Below is the text of the third paper in the ACIS Papers series produced by the Office of the Under Secretary of State for Arms Control and International Security. This paper may also be found in PDF form on U.S. State Department website.

Security Assistance and U.S. Competitive Strategy: Improving Our Game


Dr. Christopher A. Ford

Arms Control and International Security Paper Series

Volume I, Number 3

April 21, 2020

In this third issue of the T paper series, Assistant Secretary Ford outlines the ways in which the State Department applies U.S. arms transfers to enhance the capabilities of allies and partners in support of U.S. competitive strategy vis-à-vis state-level competitors.

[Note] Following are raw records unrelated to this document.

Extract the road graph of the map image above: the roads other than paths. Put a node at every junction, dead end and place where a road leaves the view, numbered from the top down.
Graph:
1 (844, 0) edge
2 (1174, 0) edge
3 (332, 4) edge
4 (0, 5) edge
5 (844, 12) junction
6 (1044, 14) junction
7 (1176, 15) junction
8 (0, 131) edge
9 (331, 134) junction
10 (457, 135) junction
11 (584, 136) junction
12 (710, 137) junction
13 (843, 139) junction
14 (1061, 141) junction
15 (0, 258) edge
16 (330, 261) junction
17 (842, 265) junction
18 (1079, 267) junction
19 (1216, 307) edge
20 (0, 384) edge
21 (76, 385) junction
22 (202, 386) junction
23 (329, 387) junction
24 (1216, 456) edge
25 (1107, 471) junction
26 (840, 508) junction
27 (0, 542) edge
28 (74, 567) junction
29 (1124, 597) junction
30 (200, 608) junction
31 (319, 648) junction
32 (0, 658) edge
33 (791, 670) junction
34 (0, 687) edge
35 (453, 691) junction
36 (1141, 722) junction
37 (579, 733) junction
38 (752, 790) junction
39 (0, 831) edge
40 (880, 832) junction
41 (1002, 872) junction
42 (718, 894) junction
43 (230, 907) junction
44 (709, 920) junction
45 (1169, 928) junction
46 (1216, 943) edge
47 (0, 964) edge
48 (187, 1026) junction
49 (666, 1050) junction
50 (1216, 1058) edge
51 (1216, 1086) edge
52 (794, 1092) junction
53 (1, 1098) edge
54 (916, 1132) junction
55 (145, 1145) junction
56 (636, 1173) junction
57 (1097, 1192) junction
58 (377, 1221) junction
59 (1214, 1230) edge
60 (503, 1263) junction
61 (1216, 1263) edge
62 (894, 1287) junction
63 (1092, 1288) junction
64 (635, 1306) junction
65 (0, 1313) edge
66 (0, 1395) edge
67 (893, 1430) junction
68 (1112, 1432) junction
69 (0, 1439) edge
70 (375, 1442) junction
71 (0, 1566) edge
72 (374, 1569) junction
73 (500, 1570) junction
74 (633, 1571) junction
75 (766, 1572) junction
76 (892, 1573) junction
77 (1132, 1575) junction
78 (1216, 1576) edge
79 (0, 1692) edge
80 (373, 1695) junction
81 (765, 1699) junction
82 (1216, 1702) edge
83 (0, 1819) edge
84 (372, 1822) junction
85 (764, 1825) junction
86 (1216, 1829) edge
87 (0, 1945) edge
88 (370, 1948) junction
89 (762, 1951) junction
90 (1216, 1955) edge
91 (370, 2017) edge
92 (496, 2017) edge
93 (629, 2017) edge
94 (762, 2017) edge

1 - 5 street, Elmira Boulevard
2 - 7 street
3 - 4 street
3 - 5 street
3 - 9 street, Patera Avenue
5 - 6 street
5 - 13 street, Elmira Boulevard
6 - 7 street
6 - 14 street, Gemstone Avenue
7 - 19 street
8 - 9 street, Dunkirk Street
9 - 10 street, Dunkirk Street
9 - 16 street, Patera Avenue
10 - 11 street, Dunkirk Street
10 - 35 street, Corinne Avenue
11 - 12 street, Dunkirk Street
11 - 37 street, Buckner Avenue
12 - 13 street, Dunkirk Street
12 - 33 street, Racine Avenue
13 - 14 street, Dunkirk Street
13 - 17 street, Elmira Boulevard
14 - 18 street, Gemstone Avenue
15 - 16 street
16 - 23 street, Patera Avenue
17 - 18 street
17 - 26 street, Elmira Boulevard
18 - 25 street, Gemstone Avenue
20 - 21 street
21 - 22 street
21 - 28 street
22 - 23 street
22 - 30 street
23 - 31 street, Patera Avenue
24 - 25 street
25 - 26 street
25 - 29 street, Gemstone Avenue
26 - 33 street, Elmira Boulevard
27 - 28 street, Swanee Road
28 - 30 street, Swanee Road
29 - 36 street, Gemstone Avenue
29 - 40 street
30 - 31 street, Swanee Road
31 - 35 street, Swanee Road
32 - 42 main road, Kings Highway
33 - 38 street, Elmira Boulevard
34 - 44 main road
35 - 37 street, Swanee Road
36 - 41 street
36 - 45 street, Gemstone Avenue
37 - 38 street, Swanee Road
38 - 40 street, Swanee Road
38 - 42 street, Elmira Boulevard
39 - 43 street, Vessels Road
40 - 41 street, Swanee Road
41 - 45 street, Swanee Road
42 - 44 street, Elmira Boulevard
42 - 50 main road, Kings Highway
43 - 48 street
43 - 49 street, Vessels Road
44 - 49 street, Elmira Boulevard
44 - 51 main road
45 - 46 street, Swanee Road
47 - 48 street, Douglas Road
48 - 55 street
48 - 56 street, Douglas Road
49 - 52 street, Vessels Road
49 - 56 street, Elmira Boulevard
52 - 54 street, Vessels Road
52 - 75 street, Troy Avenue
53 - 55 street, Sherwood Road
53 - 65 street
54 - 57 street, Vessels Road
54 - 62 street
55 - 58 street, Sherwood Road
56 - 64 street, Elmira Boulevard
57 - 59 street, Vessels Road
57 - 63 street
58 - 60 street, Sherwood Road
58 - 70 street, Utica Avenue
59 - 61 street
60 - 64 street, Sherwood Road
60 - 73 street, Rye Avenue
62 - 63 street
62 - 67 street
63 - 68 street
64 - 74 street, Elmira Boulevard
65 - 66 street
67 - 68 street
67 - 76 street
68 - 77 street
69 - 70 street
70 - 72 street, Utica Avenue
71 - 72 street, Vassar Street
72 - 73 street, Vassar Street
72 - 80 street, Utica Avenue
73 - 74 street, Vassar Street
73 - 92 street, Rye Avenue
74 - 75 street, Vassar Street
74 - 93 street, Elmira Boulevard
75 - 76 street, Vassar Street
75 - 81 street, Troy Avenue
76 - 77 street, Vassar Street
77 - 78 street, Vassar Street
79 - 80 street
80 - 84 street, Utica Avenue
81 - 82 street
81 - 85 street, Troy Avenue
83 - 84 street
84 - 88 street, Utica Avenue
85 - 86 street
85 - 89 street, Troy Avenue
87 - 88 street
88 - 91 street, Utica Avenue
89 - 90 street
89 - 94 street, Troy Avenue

Coming to my current role performing the duties of the Under Secretary for Arms Control and International Security from two years at the helm of the Bureau of International Security and Nonproliferation (ISN), most of my discussions of U.S. competitive strategy in this current era of great power competition address such questions through an ISN prism — such as the challenges of dealing with technology-transfer threats.

This paper, however, will take a broader perspective, exploring how we in the so-called “T” family of bureaus — and, in particular, the Political-Military Affairs (PM) Bureau — are also using arms transfers to foreign partners as a tool of U.S. competitive strategy.  Such transfers have always been an important foreign policy and national security tool, of course.  Nonetheless, it is too little understood how much focus we in this Administration have put on such transfers, and how this revised and expanded effort is contributing to meeting the challenges set for us by our senior leaders in documents such as the National Security Strategy (NSS) and the National Defense Strategy.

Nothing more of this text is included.